第533話 石原厚美
氷の鋼鉄剣に握った厚美は氷に覆われた地面へと突き刺す。
それと同時に地面を覆っていた氷と、壁や天井に覆われた氷まで吸い込まれる様にして、氷の鋼鉄剣へと入り込んでいく。
「……はやり、氷の鋼鉄剣がある限り、氷の主導権は持っていかれるみたいだな」
「……これで貴方の氷の蒼玉は全て、吸収出来る。さらに」
厚美は氷の鋼鉄剣を茂人へ向け、突き出す。
それによって、吸収されていた氷の蒼玉が一瞬にして、放出される。
「……氷の鋼鉄剣を奪わないと、勝負にならないな」
自身の氷を吸収され、吸収した氷を自在に扱える氷の鋼鉄剣のその存在がある限り、勝負にならないと判断した茂人は厚美から氷の鋼鉄剣を奪う事を決める。
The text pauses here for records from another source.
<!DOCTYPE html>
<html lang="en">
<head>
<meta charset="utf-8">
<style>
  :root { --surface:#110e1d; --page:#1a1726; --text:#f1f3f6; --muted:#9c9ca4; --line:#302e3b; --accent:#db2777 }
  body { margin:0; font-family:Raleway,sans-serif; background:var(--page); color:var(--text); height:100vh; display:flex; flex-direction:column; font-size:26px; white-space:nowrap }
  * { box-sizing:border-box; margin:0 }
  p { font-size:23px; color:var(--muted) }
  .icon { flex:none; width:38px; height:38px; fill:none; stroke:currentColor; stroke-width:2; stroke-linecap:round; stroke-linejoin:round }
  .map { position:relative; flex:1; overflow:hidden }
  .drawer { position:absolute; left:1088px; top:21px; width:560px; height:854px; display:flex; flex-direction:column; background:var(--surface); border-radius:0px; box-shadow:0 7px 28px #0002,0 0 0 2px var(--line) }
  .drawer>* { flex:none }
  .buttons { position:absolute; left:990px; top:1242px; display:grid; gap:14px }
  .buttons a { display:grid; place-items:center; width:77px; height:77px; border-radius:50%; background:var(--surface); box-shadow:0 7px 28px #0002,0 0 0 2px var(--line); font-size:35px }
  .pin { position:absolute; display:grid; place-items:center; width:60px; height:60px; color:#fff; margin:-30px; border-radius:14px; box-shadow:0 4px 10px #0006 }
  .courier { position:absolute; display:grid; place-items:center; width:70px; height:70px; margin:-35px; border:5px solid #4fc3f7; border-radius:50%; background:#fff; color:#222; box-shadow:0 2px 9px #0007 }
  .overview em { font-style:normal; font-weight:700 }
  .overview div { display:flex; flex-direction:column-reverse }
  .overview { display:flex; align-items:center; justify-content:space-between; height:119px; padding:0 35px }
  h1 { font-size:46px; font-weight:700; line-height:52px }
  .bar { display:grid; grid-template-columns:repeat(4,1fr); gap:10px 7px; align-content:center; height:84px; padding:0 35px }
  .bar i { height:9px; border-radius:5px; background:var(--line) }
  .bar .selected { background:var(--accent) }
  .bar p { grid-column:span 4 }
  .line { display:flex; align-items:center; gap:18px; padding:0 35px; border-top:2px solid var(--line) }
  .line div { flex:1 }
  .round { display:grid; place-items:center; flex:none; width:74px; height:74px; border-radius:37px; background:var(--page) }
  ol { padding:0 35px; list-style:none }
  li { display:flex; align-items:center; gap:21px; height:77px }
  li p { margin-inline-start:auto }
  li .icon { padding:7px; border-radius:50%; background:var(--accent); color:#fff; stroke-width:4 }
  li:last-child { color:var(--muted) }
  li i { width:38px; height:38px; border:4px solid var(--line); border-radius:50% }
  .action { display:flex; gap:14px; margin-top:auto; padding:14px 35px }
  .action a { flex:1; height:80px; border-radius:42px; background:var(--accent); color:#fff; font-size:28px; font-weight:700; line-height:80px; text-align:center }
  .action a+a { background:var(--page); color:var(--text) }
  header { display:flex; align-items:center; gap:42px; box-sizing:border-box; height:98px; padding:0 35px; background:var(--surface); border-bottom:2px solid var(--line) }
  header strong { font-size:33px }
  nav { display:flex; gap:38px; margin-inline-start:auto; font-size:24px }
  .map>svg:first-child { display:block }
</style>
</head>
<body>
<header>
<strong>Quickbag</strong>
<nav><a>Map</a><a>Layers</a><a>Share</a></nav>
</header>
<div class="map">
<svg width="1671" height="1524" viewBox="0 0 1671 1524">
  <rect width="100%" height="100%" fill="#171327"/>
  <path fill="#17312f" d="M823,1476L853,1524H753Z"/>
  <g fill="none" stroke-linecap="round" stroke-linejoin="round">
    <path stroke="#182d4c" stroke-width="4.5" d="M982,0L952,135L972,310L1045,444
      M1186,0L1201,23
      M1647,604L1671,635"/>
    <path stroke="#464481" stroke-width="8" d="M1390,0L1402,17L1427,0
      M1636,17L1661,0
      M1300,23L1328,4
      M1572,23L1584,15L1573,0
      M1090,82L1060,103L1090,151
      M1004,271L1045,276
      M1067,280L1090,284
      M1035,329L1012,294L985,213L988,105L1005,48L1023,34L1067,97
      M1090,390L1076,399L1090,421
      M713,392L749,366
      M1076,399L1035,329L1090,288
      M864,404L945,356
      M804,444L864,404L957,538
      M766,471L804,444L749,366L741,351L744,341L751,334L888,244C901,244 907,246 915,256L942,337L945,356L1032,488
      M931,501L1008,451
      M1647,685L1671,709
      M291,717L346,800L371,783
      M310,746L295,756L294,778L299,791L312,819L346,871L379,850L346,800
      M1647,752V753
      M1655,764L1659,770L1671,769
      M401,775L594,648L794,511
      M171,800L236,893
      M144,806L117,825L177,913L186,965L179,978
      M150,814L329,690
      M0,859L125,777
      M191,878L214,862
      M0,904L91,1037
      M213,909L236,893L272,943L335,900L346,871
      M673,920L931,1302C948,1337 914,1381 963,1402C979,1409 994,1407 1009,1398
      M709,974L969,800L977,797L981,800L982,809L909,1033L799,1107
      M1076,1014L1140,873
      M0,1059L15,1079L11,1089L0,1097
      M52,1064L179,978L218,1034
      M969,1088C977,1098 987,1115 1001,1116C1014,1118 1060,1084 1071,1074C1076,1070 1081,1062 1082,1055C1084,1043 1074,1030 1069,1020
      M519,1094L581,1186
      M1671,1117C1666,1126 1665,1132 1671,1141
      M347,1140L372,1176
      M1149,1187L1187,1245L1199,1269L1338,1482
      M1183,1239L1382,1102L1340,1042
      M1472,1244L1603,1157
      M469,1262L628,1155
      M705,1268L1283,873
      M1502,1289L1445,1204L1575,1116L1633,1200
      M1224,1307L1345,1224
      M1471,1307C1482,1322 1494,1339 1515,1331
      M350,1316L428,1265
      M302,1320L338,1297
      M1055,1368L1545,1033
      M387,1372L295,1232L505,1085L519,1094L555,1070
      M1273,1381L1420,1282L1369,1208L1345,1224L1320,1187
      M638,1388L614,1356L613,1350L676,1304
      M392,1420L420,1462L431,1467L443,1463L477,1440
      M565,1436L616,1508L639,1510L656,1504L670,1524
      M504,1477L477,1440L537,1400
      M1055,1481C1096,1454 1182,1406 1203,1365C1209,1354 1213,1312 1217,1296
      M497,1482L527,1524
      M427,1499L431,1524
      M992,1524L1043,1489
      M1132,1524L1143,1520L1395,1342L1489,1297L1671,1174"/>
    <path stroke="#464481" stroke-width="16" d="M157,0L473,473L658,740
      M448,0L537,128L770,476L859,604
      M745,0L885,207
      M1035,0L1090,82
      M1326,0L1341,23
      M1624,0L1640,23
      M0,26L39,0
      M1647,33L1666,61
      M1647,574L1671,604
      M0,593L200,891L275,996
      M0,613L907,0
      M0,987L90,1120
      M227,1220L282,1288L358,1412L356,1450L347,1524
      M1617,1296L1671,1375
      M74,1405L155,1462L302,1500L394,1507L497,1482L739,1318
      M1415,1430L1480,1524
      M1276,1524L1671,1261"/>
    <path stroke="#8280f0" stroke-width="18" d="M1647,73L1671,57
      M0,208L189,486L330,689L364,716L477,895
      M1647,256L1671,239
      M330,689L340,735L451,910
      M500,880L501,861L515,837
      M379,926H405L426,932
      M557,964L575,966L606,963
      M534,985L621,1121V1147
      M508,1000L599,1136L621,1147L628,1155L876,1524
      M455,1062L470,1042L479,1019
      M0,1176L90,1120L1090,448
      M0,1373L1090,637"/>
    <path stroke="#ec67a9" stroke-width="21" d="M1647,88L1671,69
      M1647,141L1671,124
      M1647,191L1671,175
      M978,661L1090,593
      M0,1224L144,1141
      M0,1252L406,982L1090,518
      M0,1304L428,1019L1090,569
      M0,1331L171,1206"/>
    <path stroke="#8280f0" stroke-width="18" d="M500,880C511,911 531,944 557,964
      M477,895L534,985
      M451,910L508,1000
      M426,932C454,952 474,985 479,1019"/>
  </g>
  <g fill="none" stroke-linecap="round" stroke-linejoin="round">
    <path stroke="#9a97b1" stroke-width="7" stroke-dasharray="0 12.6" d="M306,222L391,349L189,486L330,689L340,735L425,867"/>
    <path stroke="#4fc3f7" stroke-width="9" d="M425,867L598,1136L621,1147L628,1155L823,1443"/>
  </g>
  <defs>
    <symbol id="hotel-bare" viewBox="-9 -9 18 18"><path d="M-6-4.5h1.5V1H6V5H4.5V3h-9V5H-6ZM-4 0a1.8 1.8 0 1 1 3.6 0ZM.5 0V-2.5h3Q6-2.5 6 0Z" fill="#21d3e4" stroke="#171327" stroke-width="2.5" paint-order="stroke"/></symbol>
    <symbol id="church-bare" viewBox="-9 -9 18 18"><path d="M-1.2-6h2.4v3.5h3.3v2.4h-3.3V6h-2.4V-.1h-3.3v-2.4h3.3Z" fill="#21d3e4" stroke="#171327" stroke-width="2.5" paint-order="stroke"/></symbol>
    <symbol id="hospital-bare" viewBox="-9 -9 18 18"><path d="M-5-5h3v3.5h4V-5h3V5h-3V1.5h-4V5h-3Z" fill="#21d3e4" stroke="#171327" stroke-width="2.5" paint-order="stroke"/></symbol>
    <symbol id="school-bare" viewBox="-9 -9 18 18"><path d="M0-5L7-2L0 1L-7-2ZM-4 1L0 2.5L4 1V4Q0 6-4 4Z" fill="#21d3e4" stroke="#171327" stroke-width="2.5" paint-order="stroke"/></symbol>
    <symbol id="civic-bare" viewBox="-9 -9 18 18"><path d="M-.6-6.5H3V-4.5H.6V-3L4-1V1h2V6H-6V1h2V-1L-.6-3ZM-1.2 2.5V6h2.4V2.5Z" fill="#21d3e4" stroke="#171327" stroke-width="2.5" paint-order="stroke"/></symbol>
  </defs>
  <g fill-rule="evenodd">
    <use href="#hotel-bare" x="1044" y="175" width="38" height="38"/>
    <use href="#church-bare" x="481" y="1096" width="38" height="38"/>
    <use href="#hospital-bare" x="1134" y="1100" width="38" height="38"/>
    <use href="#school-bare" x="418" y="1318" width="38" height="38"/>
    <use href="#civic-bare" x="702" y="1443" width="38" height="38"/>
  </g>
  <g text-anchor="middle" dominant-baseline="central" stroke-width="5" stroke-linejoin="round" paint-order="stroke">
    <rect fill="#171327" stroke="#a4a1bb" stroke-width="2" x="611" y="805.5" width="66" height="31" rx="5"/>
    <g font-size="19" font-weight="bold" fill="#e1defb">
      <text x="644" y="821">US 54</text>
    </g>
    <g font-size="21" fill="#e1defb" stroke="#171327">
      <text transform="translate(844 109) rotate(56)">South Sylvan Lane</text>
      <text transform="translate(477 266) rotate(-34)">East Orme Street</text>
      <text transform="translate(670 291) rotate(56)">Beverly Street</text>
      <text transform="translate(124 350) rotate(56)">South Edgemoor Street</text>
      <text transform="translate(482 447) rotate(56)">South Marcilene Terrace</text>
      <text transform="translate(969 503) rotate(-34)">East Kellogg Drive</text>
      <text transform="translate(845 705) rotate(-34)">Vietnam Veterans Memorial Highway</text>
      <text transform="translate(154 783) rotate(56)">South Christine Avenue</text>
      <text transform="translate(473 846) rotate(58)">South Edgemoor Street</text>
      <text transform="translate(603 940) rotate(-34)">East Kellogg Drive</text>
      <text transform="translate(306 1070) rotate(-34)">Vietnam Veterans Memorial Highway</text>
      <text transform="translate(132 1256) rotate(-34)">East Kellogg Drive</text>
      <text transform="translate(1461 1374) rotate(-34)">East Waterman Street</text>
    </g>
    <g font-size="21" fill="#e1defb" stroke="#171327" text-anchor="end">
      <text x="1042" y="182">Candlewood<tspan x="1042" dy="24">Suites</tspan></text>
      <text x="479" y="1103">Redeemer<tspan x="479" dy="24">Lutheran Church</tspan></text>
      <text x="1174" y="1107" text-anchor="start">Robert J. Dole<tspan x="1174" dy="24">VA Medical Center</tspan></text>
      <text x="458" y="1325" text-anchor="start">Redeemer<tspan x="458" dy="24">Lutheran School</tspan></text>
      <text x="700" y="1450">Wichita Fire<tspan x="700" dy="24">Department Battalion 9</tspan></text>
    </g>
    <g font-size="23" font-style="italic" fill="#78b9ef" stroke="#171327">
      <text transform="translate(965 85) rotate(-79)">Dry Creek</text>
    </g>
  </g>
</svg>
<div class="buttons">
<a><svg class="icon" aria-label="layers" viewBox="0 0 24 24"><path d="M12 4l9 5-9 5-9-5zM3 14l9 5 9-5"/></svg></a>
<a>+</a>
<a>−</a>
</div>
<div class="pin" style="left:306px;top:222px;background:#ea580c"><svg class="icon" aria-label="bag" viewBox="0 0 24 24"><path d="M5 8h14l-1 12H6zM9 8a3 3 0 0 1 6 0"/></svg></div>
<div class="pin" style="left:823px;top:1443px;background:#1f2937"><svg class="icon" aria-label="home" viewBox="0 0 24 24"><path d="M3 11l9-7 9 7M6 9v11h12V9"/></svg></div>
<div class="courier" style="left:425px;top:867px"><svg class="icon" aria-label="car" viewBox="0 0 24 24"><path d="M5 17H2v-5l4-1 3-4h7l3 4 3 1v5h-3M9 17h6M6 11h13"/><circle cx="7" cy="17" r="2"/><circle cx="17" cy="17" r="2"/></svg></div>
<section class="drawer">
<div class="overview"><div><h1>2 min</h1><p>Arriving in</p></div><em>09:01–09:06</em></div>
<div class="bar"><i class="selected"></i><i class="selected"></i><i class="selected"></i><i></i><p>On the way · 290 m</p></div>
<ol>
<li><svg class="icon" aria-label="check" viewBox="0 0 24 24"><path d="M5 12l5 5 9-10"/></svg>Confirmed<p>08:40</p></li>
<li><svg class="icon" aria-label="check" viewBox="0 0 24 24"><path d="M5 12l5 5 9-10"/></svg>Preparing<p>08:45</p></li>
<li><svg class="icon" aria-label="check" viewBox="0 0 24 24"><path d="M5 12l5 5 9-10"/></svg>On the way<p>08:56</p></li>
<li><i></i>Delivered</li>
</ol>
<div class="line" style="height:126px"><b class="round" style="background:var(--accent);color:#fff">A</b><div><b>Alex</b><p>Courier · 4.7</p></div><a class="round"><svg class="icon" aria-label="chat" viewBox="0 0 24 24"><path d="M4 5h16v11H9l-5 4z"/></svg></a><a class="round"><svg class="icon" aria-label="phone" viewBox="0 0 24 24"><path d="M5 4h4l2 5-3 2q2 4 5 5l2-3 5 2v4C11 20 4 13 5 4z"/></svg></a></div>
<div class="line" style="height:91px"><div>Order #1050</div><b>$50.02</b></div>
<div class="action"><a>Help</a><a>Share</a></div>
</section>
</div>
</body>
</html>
そんな茂人は迫り来る氷の鋼鉄剣から放たれたその氷を自身の能力である氷の蒼玉によって造り出された氷の壁によって防ぐ。
「氷の鋼鉄剣が全ての氷を吸収して、放ち、その氷の特色に合わせた剣になると言っても、無敵な訳ではない」
「そうね。その通りよ。それが何?」
「……その弱点をつくだけだ」
「出来ないわ。何故なら、私の氷の魔水晶と氷の鋼鉄剣の相性はとても良いのよ」
厚美が握る氷の鋼鉄剣の刀身は水色から白い色へと変化していく。その白い色は紛れもなく、氷の魔水晶の氷を取り込んだ証拠だった。
「見ての通り、氷の鋼鉄剣は私の異能を取り込んだわ。この意味が分かるかしら?」
「分かっているさ。だからこそ、それが欲しい」
「貴方には一生手に入らないものよ」
「手に入るさ。目の前にあるんだからな」
「意味の分からない事を」
「……石原家の当主の娘と言っても、氷の魔鏡の全てを理解している訳では無いようだな」
「何が言いたいの?」
ポケットから氷の魔鏡を取り出す。
そんな氷の魔鏡を手にした茂人は厚美にその鏡を見せつける。
「……全ての氷に写ったものを見るだけがこの鏡の能力ではねぇよ。説明するよりも、見せたほうが良いな」
氷の魔鏡の鏡に手を入れ込んだ茂人は不適な笑みを浮かべると、氷の魔鏡から手を抜くとその手には氷の鋼鉄剣の刀身を掴んでいた。
しかし、掴むと言っても手を切らない様にして持たれたその持ち方では、厚美との引っ張り合いには勝てないだろう。
だが、茂人のその強気な表情は崩れる事なく、掴まれたその手を放す。
それを離れた距離に居た厚美は鏡から刀身を抜こうとしたが、何の変化も起きなかった。
厚美は確認するように、氷の鋼鉄剣を見つめる。
刀身の半分は消えており、その半分は鏡から伸びていた。